Katherine: Back in 2013, I started the Boardroom, the first coworking space in Alaska. I’m also the managing partner of Alyeska Venture Management, a venture fund for early stage Anchorage-based startups, and I helped start the state’s first accelerator program, Launch Alaska in late 2015.

Isaac: I recently joined Launch Alaska as Managing Director. I was previously Executive Director for the Alaska Small Business Development Center.

Can you tell us a little more about the Boardroom and Launch Alaska?

K: The Boardroom began as a coworking space but quickly expanded (both physically and programmatically) to be a hub of entrepreneurship in the city. We are a membership-based workspace in downtown Anchorage but also host and/or run ecosystem programming including 1 Million Cups, Startup Weekend, Code for Anchorage, Hackathons, investor networks, venture funds, accelerators, etc.

I: Launch Alaska is an energy accelerator that provides investment, mentoring, connections and office space to companies in the energy, food, water, transportation and arctic tech sectors.
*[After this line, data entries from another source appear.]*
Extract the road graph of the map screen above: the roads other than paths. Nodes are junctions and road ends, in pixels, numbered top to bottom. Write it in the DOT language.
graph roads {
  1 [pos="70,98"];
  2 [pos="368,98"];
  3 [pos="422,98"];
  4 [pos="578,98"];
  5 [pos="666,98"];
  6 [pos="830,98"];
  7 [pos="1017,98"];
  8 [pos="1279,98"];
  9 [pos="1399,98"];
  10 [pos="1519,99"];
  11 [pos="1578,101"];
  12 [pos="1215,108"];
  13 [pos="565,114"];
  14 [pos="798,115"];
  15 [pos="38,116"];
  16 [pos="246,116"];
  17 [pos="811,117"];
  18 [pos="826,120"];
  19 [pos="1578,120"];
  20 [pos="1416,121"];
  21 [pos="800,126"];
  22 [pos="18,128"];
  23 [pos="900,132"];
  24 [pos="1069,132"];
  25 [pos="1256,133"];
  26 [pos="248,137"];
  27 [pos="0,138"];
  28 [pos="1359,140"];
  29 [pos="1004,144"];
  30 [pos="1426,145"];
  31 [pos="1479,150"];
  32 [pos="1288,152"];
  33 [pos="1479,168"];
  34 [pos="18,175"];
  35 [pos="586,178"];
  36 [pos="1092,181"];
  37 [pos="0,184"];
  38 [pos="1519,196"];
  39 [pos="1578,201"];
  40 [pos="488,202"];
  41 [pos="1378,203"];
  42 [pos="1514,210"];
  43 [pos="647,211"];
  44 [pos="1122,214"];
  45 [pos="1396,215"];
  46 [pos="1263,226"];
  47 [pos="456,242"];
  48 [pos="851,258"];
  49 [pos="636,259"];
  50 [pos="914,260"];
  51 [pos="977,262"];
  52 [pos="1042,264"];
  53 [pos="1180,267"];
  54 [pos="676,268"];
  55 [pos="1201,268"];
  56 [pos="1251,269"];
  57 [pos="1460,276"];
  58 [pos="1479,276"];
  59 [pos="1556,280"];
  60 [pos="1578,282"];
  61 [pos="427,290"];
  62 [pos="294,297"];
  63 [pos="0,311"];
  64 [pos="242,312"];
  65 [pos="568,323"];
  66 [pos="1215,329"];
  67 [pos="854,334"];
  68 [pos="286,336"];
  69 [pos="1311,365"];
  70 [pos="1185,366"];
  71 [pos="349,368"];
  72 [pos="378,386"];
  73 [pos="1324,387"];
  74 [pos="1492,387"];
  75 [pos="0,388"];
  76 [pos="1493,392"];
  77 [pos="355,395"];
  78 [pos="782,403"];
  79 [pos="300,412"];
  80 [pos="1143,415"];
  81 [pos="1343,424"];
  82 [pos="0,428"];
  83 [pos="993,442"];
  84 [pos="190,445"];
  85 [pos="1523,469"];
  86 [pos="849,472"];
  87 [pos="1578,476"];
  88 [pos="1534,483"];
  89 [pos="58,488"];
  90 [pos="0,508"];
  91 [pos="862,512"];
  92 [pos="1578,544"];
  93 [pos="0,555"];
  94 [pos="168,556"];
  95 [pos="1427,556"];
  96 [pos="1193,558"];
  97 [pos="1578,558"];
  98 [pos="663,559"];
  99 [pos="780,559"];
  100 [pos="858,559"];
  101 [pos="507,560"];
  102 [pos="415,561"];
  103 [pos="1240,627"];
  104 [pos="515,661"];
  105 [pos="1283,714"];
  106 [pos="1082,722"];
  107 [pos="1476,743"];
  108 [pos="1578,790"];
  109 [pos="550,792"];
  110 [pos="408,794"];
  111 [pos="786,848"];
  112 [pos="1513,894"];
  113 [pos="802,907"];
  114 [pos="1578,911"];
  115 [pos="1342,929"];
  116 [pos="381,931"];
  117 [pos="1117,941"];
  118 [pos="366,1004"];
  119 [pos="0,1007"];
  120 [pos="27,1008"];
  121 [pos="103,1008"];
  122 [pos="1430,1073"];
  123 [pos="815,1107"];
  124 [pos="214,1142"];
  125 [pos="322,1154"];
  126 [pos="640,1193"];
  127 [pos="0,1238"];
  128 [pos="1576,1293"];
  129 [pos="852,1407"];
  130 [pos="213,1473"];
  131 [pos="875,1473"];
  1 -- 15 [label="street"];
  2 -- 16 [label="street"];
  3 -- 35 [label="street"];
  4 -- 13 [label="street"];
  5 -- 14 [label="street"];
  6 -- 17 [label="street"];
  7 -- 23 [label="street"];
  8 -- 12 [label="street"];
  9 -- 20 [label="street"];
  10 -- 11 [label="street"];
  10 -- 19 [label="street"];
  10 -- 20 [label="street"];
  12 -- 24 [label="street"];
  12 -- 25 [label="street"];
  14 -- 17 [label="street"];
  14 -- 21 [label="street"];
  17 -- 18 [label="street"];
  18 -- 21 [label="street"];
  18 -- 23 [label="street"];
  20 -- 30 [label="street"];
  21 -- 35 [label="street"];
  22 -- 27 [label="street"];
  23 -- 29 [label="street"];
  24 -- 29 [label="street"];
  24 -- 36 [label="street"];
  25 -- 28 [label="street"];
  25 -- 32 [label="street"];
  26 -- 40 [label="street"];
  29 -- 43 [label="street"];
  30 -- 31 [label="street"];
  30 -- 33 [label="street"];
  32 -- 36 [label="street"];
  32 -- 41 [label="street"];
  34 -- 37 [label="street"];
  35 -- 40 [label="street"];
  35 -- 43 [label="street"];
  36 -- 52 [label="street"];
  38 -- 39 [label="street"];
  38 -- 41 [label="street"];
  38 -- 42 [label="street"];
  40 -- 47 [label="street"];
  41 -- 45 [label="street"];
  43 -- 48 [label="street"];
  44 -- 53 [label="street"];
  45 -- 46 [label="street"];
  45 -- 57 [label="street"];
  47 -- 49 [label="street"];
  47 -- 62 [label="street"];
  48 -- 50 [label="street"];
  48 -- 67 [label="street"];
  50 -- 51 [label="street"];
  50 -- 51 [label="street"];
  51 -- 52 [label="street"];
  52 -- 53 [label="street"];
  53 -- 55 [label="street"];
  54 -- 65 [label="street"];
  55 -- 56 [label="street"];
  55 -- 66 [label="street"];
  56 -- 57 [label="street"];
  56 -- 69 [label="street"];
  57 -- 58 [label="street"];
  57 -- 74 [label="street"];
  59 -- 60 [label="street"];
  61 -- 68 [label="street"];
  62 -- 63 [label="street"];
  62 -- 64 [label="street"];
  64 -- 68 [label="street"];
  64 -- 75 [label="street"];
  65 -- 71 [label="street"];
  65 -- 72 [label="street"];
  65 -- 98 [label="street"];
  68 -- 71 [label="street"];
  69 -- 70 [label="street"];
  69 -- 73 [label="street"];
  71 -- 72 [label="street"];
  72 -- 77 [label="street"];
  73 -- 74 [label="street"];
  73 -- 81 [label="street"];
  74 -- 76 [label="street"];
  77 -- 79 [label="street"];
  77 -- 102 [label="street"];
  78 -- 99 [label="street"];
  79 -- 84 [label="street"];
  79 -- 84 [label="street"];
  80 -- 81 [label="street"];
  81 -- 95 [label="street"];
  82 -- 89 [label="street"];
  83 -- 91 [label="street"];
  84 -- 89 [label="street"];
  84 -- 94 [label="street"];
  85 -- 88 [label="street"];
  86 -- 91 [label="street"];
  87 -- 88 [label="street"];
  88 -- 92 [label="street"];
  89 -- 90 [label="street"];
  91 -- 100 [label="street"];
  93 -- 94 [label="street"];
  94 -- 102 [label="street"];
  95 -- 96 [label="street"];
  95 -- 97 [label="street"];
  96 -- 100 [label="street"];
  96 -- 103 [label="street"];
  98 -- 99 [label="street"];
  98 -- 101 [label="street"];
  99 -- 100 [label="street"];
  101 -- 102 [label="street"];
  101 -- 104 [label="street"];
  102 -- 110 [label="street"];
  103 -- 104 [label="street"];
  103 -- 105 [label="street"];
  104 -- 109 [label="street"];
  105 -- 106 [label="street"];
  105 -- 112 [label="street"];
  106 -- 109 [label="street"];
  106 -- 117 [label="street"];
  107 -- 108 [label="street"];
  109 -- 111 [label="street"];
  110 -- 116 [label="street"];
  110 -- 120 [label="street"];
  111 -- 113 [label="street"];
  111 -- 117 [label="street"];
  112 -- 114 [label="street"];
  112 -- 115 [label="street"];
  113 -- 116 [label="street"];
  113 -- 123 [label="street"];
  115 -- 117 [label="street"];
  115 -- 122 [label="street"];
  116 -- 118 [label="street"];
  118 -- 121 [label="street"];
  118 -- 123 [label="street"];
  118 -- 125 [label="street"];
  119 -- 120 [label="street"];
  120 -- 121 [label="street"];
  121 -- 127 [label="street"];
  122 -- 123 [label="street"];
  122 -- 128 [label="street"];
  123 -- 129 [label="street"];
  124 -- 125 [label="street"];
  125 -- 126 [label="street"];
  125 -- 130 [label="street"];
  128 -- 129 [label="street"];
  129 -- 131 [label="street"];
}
We have an investment component that provides $75,000 to each new company at the beginning of our accelerator program.

What’s the most exciting activity that has happened in Anchorage in the past year?
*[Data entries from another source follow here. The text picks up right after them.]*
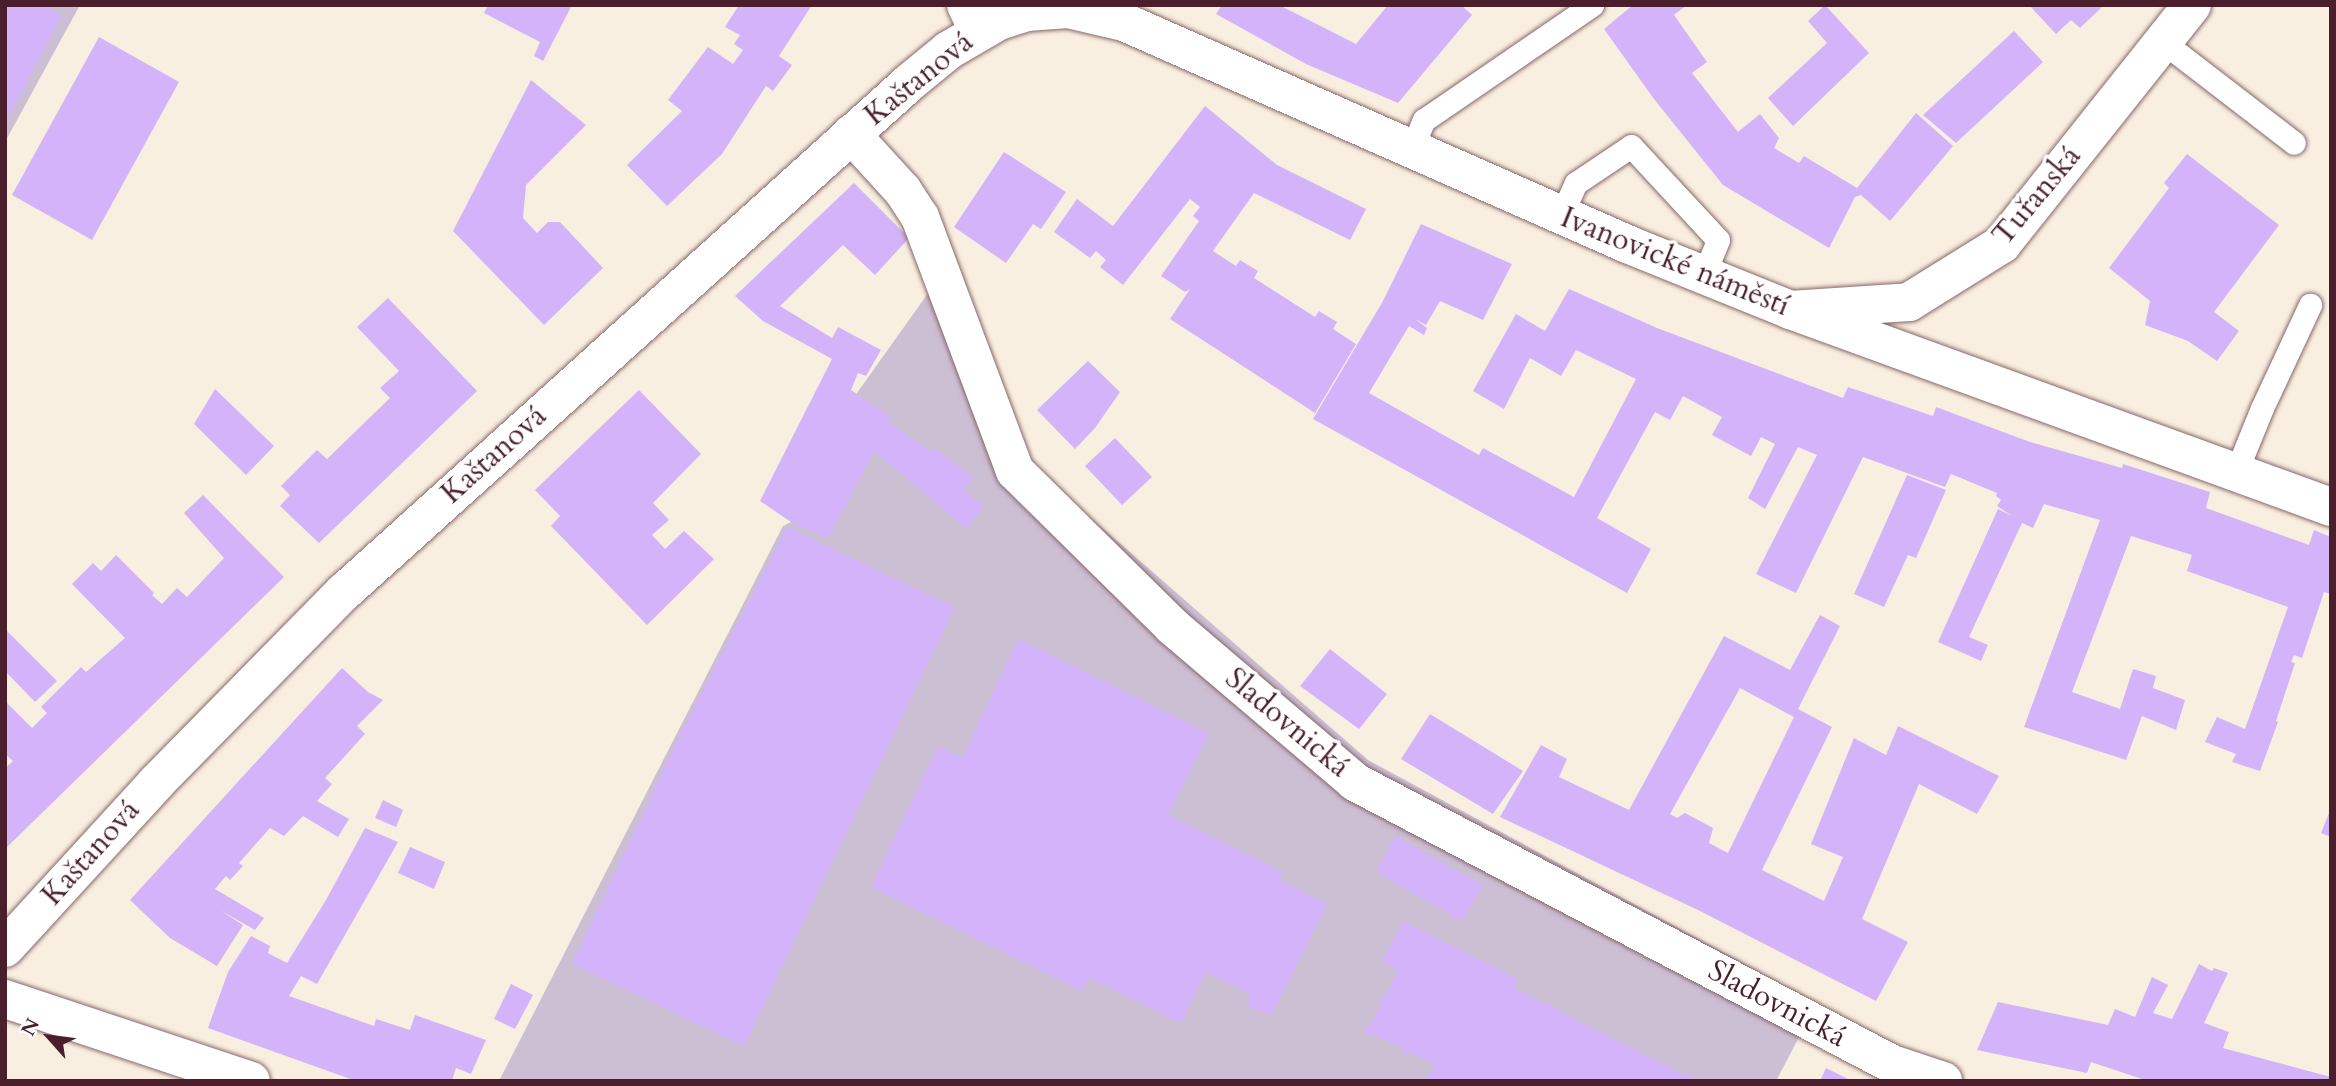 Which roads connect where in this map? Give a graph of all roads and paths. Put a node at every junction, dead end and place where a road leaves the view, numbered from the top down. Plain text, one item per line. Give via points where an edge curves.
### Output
1 (1592, 5) edge
2 (2192, 5) edge
3 (1026, 9) edge
4 (972, 18) edge
5 (2163, 42) junction
6 (851, 134) junction
7 (2294, 144) dead end
8 (1410, 150) junction
9 (1561, 216) junction
10 (1704, 275) junction
11 (2310, 305) dead end
12 (1790, 310) junction
13 (2236, 472) junction
14 (2331, 507) edge
15 (5, 948) edge
16 (5, 999) edge
17 (251, 1081) edge
18 (1943, 1081) edge

1 - 8 lane via 1424,120
2 - 5 main road, Tuřanská
3 - 4 main road, Kaštanová
3 - 8 main road, Ivanovické náměstí via 1068,9 1124,22
4 - 6 main road, Kaštanová via 933,63
5 - 7 lane
5 - 12 main road, Tuřanská via 2003,244 1909,302
6 - 15 main road, Kaštanová via 344,592 165,773
6 - 18 main road, Sladovnická via 920,216 1015,471 1172,626 1355,782 1892,1064
8 - 9 main road, Ivanovické náměstí
9 - 10 main road, Ivanovické náměstí
9 - 10 lane via 1577,183 1631,146 1718,240
10 - 12 main road, Ivanovické náměstí
11 - 13 lane
12 - 13 main road, Ivanovické náměstí
13 - 14 main road, Ivanovické náměstí
16 - 17 main road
K: We hired Isaac to run Launch Alaska! That first year starting an accelerator was a heavy lift for an all volunteer group. After the pilot finished, we received grant funds from the Small Business Administration’s Growth Accelerator Fund Competition and an award from the U.S. Navy Office of Naval Research and we brought Isaac on, which was a real game changer.

I: I think the community of investors, innovators, policy wonks, business owners, and leaders that coalesced around Launch Alaska was the most exciting thing in Anchorage last year. It’s one of the main reasons I wanted to join the Launch team this year and devote all of my waking hours to help it get off the ground.

What are the challenges building a company in Anchorage, or Alaska more broadly?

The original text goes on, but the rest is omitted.